Saved data entries:
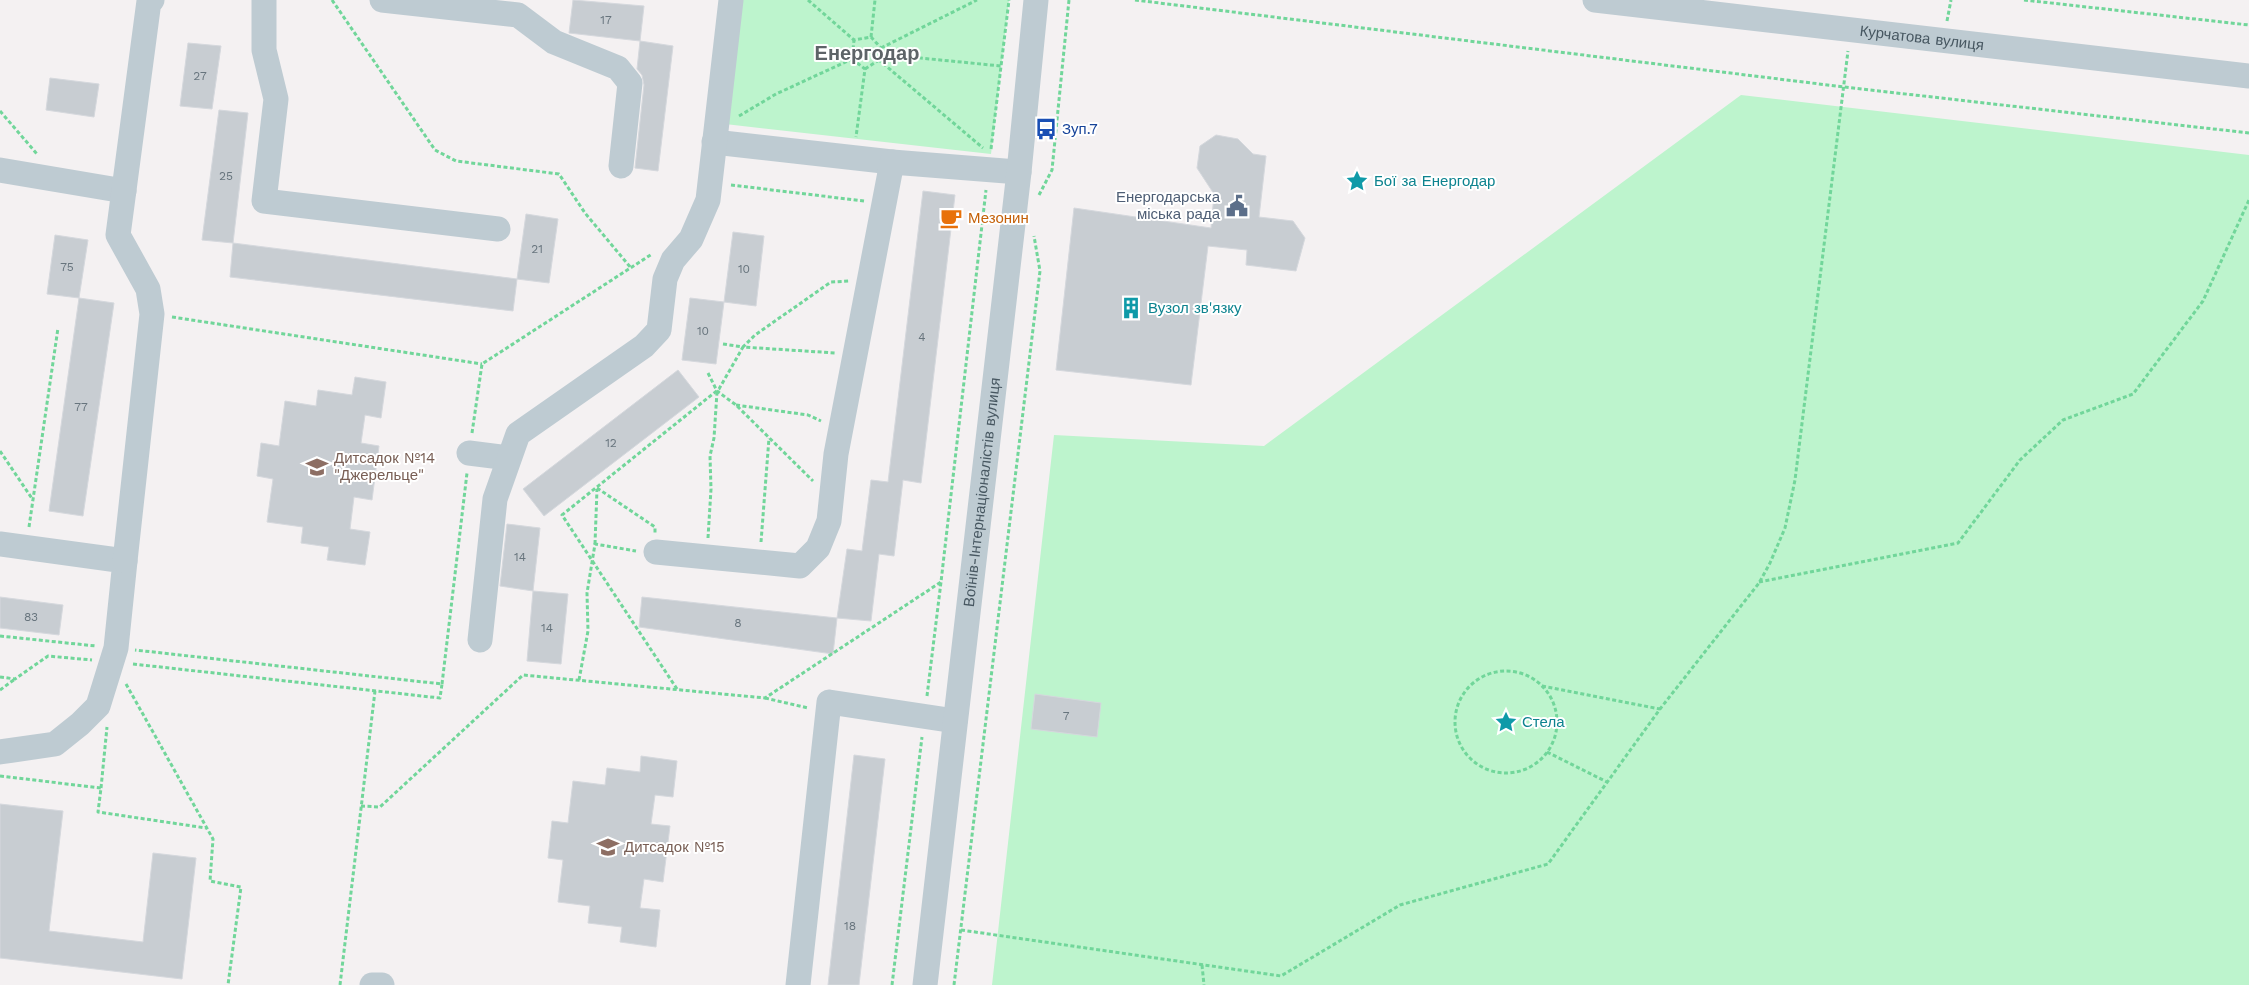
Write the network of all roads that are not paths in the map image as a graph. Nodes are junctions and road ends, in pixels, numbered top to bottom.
1 (144, 0) edge
2 (151, 0) edge
3 (264, 0) edge
4 (382, 0) edge
5 (731, 0) edge
6 (1036, 0) edge
7 (1595, 0) edge
8 (1737, 8) edge
9 (2249, 76) edge
10 (714, 142) junction
11 (892, 162) junction
12 (621, 166) dead end
13 (0, 170) edge
14 (1020, 172) junction
15 (124, 191) junction
16 (498, 229) dead end
17 (469, 452) dead end
18 (510, 458) junction
19 (0, 544) edge
20 (656, 552) road end
21 (125, 561) junction
22 (480, 640) dead end
23 (955, 721) junction
24 (0, 752) edge
25 (372, 985) edge
26 (382, 985) edge
27 (798, 985) edge
28 (925, 985) edge

1 - 2 street
2 - 15 street
3 - 16 street
4 - 12 street
5 - 10 street
6 - 14 street, Воїнів-Інтернаціоналістів вулиця
7 - 8 street, Курчатова вулиця
8 - 9 street, Курчатова вулиця
10 - 11 street
10 - 18 street
11 - 14 street
11 - 20 street
13 - 15 street
14 - 23 street, Воїнів-Інтернаціоналістів вулиця
15 - 21 street
17 - 18 street
18 - 22 street
19 - 21 street
21 - 24 street
23 - 27 street
23 - 28 street, Воїнів-Інтернаціоналістів вулиця
25 - 26 street

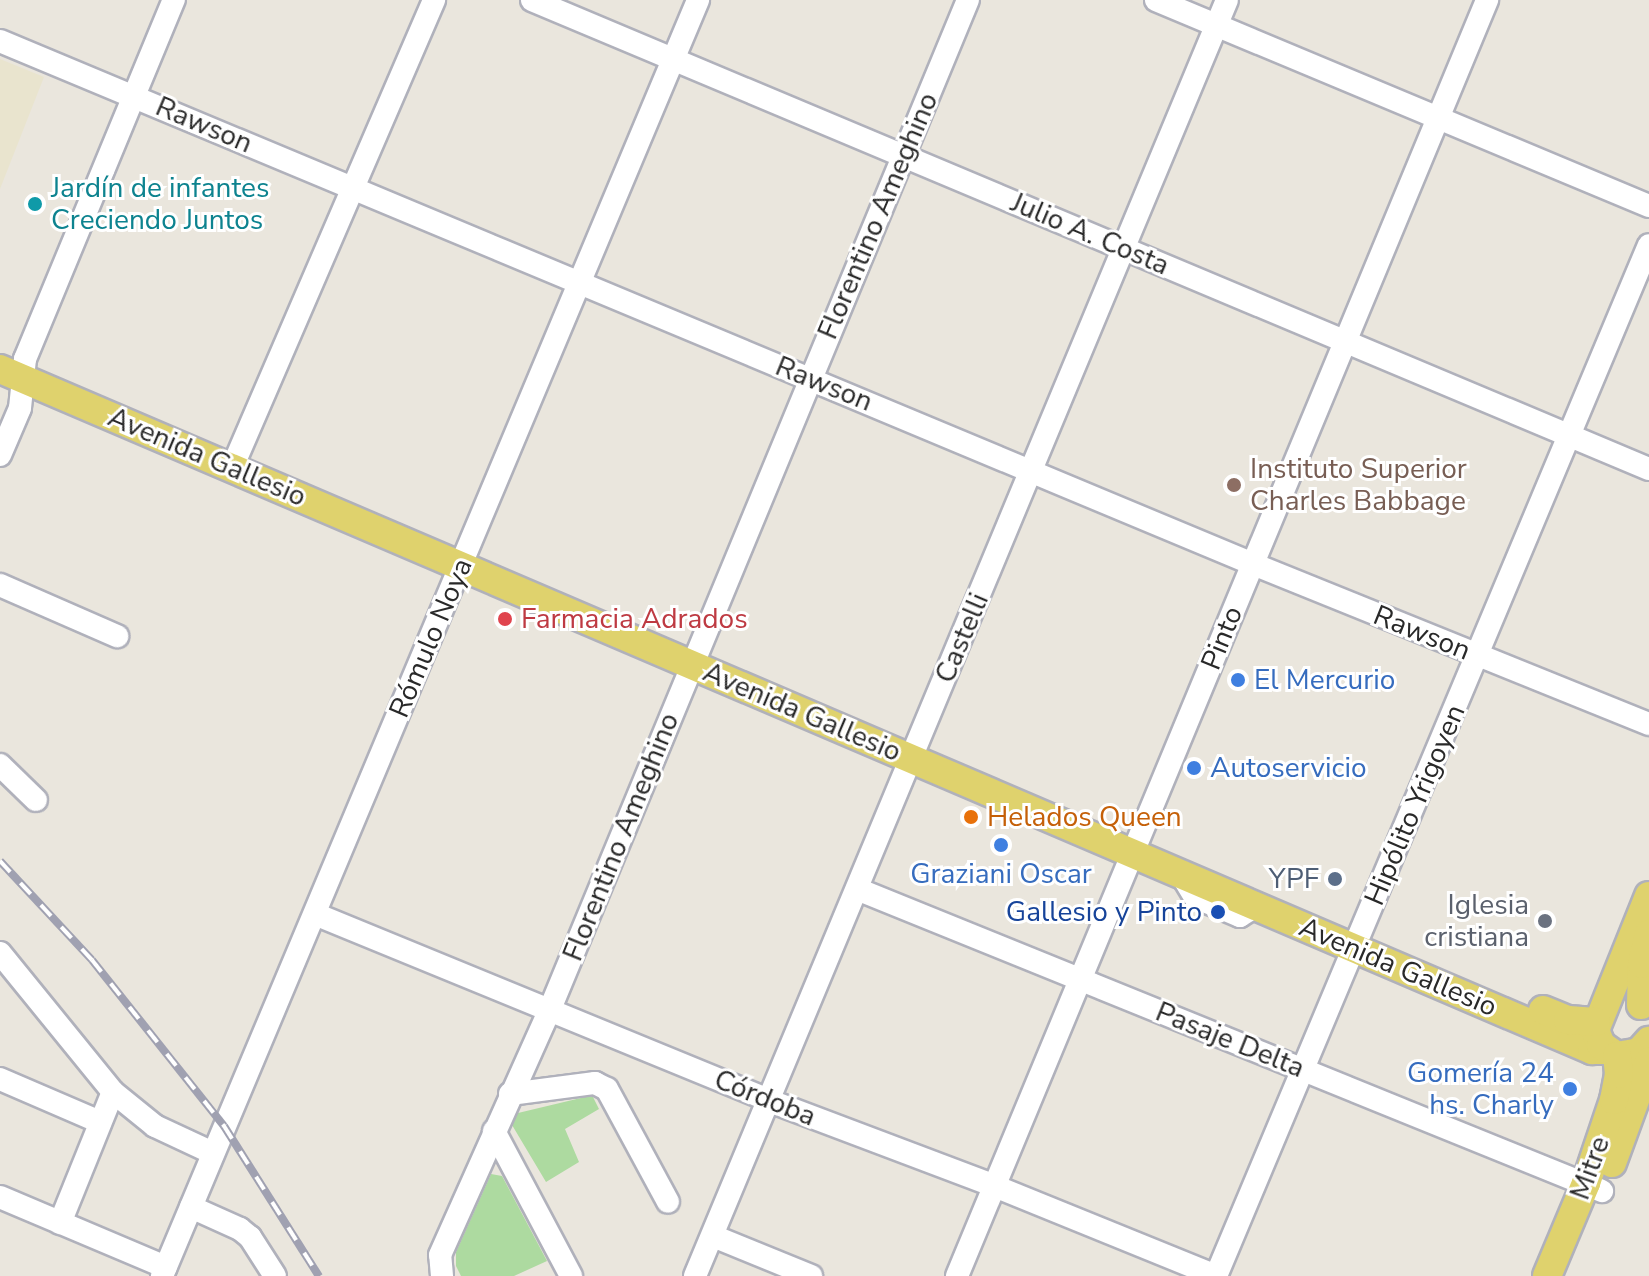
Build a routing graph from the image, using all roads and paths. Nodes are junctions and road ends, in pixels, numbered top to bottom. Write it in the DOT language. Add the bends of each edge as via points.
graph roads {
  1 [pos="174,0"];
  2 [pos="434,0"];
  3 [pos="532,0"];
  4 [pos="698,0"];
  5 [pos="968,0"];
  6 [pos="1156,0"];
  7 [pos="1227,0"];
  8 [pos="1487,0"];
  9 [pos="1217,26"];
  10 [pos="0,41"];
  11 [pos="673,59"];
  12 [pos="134,95"];
  13 [pos="1437,118"];
  14 [pos="903,156"];
  15 [pos="353,189"];
  16 [pos="1649,206"];
  17 [pos="1649,245"];
  18 [pos="1124,248"];
  19 [pos="579,284"];
  20 [pos="1344,340"];
  21 [pos="12,363"];
  22 [pos="811,379"];
  23 [pos="1569,435"];
  24 [pos="0,455"];
  25 [pos="236,460"];
  26 [pos="1032,469"];
  27 [pos="1649,469"];
  28 [pos="465,558"];
  29 [pos="1253,564"];
  30 [pos="0,585"];
  31 [pos="117,636"];
  32 [pos="696,656"];
  33 [pos="1478,656"];
  34 [pos="1649,724"];
  35 [pos="915,750"];
  36 [pos="0,765"];
  37 [pos="36,800"];
  38 [pos="1138,846"];
  39 [pos="857,889"];
  40 [pos="1649,896"];
  41 [pos="315,914"];
  42 [pos="1649,934"];
  43 [pos="1358,940"];
  44 [pos="0,953"];
  45 [pos="1080,980"];
  46 [pos="550,1009"];
  47 [pos="1646,1010"];
  48 [pos="1600,1015"];
  49 [pos="1649,1041"];
  50 [pos="1612,1053"];
  51 [pos="1649,1062"];
  52 [pos="1302,1069"];
  53 [pos="0,1079"];
  54 [pos="113,1092"];
  55 [pos="510,1094"];
  56 [pos="770,1101"];
  57 [pos="100,1122"];
  58 [pos="155,1126"];
  59 [pos="494,1131"];
  60 [pos="213,1153"];
  61 [pos="203,1176"];
  62 [pos="992,1185"];
  63 [pos="1594,1187"];
  64 [pos="0,1197"];
  65 [pos="668,1202"];
  66 [pos="191,1207"];
  67 [pos="60,1223"];
  68 [pos="713,1236"];
  69 [pos="164,1272"];
  70 [pos="275,1276"];
  71 [pos="442,1276"];
  72 [pos="571,1276"];
  73 [pos="695,1276"];
  74 [pos="811,1276"];
  75 [pos="957,1276"];
  76 [pos="1216,1276"];
  77 [pos="1547,1276"];
  78 [pos="1568,1276"];
  1 -- 12 [label="street"];
  2 -- 15 [label="street"];
  3 -- 11 [label="street, Julio A. Costa"];
  4 -- 11 [label="street, Rómulo Noya"];
  5 -- 14 [label="street, Florentino Ameghino"];
  6 -- 9 [label="street"];
  7 -- 9 [label="street, Castelli"];
  8 -- 13 [label="street, Pinto"];
  9 -- 13 [label="street"];
  9 -- 18 [label="street, Castelli"];
  10 -- 12 [label="street, Rawson"];
  11 -- 14 [label="street, Julio A. Costa"];
  11 -- 19 [label="street, Rómulo Noya"];
  12 -- 15 [label="street, Rawson"];
  12 -- 21 [label="street"];
  13 -- 16 [label="street"];
  13 -- 20 [label="street, Pinto"];
  14 -- 18 [label="street, Julio A. Costa"];
  14 -- 22 [label="street, Florentino Ameghino"];
  15 -- 19 [label="street, Rawson"];
  15 -- 25 [label="street"];
  17 -- 23 [label="street, Hipólito Yrigoyen"];
  18 -- 20 [label="street, Julio A. Costa"];
  18 -- 26 [label="street, Castelli"];
  19 -- 22 [label="street, Rawson"];
  19 -- 28 [label="street, Rómulo Noya"];
  20 -- 23 [label="street, Julio A. Costa"];
  20 -- 29 [label="street, Pinto"];
  21 -- 24 [label="street" via="20,408"];
  21 -- 25 [label="main road, Avenida Gallesio"];
  22 -- 26 [label="street, Rawson"];
  22 -- 32 [label="street, Florentino Ameghino"];
  23 -- 27 [label="street, Julio A. Costa"];
  23 -- 33 [label="street, Hipólito Yrigoyen"];
  25 -- 28 [label="main road, Avenida Gallesio"];
  26 -- 29 [label="street, Rawson"];
  26 -- 35 [label="street, Castelli"];
  28 -- 32 [label="main road, Avenida Gallesio"];
  28 -- 41 [label="street, Rómulo Noya"];
  29 -- 33 [label="street, Rawson"];
  29 -- 38 [label="street, Pinto"];
  30 -- 31 [label="street"];
  32 -- 35 [label="main road, Avenida Gallesio"];
  32 -- 46 [label="street, Florentino Ameghino"];
  33 -- 34 [label="street, Rawson"];
  33 -- 43 [label="street, Hipólito Yrigoyen"];
  35 -- 38 [label="main road, Avenida Gallesio"];
  35 -- 39 [label="street, Castelli"];
  36 -- 37 [label="street"];
  38 -- 43 [label="main road, Avenida Gallesio"];
  38 -- 43 [label="main road, Avenida Gallesio" via="1181,874"];
  38 -- 45 [label="street, Pinto"];
  39 -- 45 [label="street, Pasaje Delta"];
  39 -- 56 [label="street, Castelli"];
  40 -- 48 [label="main road"];
  41 -- 46 [label="street, Córdoba"];
  41 -- 60 [label="street, Rómulo Noya"];
  42 -- 47 [label="main road" via="1642,964"];
  43 -- 48 [label="main road, Avenida Gallesio" via="1568,1020"];
  43 -- 50 [label="main road, Avenida Gallesio" via="1592,1050"];
  43 -- 52 [label="street, Hipólito Yrigoyen"];
  44 -- 54 [label="street"];
  45 -- 52 [label="street, Pasaje Delta"];
  45 -- 62 [label="street, Pinto"];
  46 -- 55 [label="street, Florentino Ameghino"];
  46 -- 56 [label="street, Córdoba"];
  47 -- 48 [label="main road, Avenida Gallesio" via="1617,1000"];
  48 -- 50 [label="main road" via="1597,1038"];
  49 -- 50 [label="main road" via="1639,1052"];
  50 -- 63 [label="main road, Mitre" via="1619,1074"];
  51 -- 63 [label="main road, Mitre"];
  52 -- 63 [label="street, Pasaje Delta"];
  52 -- 76 [label="street, Hipólito Yrigoyen"];
  53 -- 57 [label="street"];
  54 -- 57 [label="street"];
  54 -- 58 [label="street"];
  55 -- 59 [label="street, Florentino Ameghino"];
  55 -- 65 [label="street" via="595,1083 607,1089"];
  56 -- 62 [label="street, Córdoba"];
  56 -- 68 [label="street, Castelli"];
  57 -- 67 [label="street"];
  58 -- 60 [label="street"];
  58 -- 61 [label="street"];
  59 -- 71 [label="street, Florentino Ameghino" via="440,1255"];
  59 -- 72 [label="street"];
  60 -- 61 [label="street, Rómulo Noya"];
  61 -- 66 [label="street, Rómulo Noya"];
  62 -- 75 [label="street, Pinto"];
  62 -- 76 [label="street, Córdoba"];
  63 -- 77 [label="main road, Mitre"];
  63 -- 78 [label="main road, Mitre"];
  64 -- 67 [label="street"];
  66 -- 69 [label="street, Rómulo Noya"];
  66 -- 70 [label="street" via="250,1237"];
  67 -- 69 [label="street"];
  68 -- 73 [label="street, Castelli"];
  68 -- 74 [label="street"];
}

ASSIGNMENT: Looking at the data above, how many lines hold the string "Pasaje"? Reply with only the number.

EXERCISE RESULT: 3